In the back lot of It Takes a Village Canine Rescue on Stockwell Road in Evansville, it's hard to tell who enjoys it more.

Pamela Gibson doesn't care either way.

"[The students] help me do everything," Gibson said. "They help me clean, they help me clean kennels, they help me clean beds. They clean up cages. The pick up poop. They do do the bad stuff too."

Don't let the wagging tails and smiling faces fool you. These aren't your typical dogs and these aren't your typical students.

"They are very respectful kids," Gibson said. "I'm sure they get a bad name from messing up. We all mess up once or twice.
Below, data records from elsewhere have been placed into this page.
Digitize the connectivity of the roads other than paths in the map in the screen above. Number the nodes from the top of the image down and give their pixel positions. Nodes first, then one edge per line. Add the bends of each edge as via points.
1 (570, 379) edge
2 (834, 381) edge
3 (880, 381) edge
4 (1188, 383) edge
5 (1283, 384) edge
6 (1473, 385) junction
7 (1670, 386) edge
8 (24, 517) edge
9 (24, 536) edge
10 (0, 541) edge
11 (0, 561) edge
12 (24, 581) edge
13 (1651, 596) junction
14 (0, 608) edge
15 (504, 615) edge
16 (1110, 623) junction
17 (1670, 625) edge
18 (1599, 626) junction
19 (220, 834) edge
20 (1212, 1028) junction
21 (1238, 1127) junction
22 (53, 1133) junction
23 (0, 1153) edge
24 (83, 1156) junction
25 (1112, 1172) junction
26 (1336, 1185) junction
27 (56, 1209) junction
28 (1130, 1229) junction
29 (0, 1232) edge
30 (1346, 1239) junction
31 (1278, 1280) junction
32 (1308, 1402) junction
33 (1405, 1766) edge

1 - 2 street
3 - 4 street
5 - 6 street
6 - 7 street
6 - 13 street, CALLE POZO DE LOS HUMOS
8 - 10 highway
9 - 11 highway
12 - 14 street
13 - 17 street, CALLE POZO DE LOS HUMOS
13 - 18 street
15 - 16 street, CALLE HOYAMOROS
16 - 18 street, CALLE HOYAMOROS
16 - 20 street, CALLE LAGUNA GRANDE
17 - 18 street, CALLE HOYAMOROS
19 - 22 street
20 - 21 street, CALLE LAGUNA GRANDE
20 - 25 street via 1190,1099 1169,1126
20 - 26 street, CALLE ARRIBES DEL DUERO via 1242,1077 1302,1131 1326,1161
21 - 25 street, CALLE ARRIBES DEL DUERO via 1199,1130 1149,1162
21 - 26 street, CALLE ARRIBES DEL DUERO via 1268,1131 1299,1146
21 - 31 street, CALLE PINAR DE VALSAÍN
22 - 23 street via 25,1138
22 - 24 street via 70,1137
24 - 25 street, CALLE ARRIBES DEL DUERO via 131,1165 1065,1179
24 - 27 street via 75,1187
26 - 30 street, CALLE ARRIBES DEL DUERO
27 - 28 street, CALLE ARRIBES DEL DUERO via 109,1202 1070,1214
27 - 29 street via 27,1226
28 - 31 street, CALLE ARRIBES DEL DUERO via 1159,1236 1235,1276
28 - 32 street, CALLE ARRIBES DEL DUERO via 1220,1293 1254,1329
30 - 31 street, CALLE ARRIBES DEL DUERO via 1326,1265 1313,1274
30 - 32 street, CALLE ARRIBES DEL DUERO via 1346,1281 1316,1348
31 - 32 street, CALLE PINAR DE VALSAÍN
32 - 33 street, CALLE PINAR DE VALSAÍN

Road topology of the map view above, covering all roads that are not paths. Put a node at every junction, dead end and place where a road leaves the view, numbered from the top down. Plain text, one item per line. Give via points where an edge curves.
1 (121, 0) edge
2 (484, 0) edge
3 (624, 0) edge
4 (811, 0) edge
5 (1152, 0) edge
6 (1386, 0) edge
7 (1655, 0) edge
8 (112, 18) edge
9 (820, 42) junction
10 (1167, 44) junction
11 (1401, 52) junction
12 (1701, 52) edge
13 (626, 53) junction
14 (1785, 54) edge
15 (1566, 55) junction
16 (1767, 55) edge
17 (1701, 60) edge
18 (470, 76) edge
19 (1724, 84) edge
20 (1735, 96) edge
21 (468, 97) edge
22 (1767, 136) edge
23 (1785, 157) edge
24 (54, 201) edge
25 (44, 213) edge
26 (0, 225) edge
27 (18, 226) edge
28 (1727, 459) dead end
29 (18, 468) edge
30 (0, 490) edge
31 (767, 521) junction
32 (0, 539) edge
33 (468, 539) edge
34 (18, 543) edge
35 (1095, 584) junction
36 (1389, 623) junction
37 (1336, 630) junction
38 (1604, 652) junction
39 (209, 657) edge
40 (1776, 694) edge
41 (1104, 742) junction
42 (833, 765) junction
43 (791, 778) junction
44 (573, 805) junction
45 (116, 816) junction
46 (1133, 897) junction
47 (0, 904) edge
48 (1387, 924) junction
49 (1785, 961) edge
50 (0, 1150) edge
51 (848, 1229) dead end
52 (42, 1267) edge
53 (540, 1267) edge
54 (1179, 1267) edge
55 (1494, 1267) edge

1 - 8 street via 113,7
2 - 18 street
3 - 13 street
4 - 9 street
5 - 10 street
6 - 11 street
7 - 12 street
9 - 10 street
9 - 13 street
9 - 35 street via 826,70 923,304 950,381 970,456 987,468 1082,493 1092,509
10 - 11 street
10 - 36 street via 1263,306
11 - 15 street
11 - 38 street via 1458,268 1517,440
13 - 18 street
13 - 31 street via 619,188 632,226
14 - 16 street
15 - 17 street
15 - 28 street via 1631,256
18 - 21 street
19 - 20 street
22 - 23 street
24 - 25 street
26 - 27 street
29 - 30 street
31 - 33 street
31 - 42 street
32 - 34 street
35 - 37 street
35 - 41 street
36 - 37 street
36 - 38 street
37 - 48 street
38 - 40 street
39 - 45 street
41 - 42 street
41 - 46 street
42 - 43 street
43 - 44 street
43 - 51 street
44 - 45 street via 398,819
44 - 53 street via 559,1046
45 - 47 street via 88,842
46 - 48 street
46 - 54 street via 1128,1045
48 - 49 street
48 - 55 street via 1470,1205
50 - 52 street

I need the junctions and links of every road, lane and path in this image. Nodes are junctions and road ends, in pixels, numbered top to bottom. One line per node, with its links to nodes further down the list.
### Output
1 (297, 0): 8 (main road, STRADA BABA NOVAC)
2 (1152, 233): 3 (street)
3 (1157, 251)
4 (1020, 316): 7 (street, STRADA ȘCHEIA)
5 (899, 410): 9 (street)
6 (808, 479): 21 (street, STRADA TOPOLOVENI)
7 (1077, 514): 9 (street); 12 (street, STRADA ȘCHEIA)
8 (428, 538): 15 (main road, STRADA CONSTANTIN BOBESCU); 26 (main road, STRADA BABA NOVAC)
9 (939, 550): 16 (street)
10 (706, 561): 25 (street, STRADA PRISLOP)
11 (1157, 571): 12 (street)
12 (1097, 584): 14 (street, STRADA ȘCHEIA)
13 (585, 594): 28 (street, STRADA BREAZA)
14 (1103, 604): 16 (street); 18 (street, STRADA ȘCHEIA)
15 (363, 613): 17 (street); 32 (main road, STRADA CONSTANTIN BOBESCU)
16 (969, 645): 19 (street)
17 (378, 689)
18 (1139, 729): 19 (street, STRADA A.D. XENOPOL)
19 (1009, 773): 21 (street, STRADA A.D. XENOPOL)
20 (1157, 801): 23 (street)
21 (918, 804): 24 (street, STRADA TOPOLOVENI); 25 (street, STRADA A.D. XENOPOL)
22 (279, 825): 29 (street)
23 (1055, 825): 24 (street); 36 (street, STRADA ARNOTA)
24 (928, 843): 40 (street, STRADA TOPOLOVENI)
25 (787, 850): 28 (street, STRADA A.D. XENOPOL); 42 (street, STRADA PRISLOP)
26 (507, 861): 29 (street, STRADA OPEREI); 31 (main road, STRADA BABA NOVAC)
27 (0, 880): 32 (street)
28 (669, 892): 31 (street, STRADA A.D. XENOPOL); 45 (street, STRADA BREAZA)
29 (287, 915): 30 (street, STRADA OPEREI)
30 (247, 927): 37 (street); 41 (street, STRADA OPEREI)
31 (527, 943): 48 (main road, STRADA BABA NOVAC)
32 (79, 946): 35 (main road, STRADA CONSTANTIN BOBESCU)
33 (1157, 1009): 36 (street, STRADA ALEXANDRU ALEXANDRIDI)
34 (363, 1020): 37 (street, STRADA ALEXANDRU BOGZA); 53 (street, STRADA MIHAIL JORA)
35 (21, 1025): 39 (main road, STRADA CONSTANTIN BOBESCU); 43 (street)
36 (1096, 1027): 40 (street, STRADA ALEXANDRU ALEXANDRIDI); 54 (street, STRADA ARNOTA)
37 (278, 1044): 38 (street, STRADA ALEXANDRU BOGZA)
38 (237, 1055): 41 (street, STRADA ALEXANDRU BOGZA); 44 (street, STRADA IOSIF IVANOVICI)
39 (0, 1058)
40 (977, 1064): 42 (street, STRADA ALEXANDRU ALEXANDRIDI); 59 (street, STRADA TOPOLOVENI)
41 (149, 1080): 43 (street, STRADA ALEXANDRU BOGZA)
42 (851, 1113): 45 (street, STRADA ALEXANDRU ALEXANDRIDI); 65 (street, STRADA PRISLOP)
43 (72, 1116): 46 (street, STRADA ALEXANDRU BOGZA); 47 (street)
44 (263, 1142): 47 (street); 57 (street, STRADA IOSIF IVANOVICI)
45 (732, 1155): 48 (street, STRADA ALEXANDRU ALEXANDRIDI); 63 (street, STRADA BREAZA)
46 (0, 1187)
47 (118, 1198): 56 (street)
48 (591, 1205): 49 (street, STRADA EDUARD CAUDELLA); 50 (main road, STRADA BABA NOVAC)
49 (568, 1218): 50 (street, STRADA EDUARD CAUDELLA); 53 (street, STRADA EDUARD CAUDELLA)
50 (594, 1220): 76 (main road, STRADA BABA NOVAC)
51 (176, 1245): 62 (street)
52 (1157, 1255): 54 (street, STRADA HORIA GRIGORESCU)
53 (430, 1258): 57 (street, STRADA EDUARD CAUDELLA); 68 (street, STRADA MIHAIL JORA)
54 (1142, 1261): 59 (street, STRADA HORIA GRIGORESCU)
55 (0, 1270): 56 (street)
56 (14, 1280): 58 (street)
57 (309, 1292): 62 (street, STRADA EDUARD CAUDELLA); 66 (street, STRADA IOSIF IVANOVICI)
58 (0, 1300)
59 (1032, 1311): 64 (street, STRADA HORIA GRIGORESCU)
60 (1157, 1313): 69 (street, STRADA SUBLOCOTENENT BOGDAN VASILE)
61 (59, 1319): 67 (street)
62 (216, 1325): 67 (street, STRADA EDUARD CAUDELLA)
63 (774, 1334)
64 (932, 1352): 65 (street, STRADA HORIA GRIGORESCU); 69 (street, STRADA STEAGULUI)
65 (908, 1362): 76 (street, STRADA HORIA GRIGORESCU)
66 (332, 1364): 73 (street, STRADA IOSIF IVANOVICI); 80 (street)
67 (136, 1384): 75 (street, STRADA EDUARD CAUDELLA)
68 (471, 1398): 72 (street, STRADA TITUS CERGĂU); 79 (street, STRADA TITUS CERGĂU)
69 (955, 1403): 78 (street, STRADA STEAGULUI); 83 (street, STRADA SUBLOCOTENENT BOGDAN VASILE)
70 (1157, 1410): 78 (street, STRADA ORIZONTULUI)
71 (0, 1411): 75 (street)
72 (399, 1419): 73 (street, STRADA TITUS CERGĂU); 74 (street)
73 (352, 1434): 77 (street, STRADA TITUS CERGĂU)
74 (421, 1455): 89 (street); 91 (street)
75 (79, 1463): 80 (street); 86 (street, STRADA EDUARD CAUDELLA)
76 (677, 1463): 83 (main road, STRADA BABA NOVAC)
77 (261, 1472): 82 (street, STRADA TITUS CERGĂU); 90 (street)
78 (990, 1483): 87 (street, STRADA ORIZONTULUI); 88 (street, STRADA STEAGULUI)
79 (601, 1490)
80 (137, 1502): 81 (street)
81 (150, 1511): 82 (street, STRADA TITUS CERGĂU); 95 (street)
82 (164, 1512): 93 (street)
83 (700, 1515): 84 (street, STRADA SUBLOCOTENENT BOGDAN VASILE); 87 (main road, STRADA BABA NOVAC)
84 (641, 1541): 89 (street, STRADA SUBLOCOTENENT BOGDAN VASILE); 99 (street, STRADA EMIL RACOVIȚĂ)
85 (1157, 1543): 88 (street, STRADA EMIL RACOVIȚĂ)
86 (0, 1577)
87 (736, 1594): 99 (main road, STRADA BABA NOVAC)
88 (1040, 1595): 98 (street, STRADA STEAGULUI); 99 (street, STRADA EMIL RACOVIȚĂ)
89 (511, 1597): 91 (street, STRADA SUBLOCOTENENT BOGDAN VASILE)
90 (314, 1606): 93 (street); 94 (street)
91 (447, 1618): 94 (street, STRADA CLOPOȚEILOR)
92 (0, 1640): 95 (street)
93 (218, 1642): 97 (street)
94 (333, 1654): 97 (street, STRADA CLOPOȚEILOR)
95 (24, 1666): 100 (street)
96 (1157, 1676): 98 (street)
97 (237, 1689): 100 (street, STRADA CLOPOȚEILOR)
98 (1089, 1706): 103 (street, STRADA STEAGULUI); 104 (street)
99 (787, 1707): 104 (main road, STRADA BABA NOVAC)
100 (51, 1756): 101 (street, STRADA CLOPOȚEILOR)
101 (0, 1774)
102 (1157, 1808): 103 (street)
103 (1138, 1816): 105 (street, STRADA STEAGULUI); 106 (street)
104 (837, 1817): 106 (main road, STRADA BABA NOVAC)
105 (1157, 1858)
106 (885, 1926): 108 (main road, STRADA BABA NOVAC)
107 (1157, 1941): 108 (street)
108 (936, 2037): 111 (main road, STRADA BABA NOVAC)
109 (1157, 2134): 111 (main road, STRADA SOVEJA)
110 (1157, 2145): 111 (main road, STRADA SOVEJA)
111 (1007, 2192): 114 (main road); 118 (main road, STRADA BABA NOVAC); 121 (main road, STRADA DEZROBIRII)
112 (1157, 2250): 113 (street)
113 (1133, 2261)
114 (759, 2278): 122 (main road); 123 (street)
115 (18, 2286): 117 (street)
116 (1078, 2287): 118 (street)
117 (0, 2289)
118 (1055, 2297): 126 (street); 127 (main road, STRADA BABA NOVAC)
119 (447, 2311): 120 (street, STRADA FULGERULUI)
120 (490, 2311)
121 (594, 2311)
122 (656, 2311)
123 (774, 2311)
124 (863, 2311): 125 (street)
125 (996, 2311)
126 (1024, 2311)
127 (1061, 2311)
They probably did something they shouldn't have done. That's why they're there. But everybody needs a second chance"

The shelter is a non-profit organization that rescues dogs that are on the verge of being euthanized. It Takes a Village operates solely on donations and the tireless work of volunteers. But once a week for about an hour, nearly a dozen students from the Academy for Innovative Studies build a relationship with dogs that have oftentimes been forgotten.

"Some of them can be mean, some of them can be nice," Dominique Pryor said. "They just got abandoned. I do what I do to help them. Every dog in there has a story."

"Just makes me happy to see that some people care," Alexis Thomas said. "Some people don't, they don't feed them and mistreat them. It hurts my feelings to see them like that."

They may have been kicked out or spent time behind bars. Life has been difficult.
   
And that goes for the pets and people.   

"I think people look at those kids and say they're bad," Gibson said. "You can't categorize them like that, just like the dogs. You can't get a dog out of a shelter and say he's bad. It's not like that."

"We're learning to work as a group, work with each other," Rich Brown said. "I didn't know half these kids in here but we're cool now."

Love for a lesson; it's a perfect exchange between two imperfect creatures.

But if you look closely, it's hard to tell who's helping who.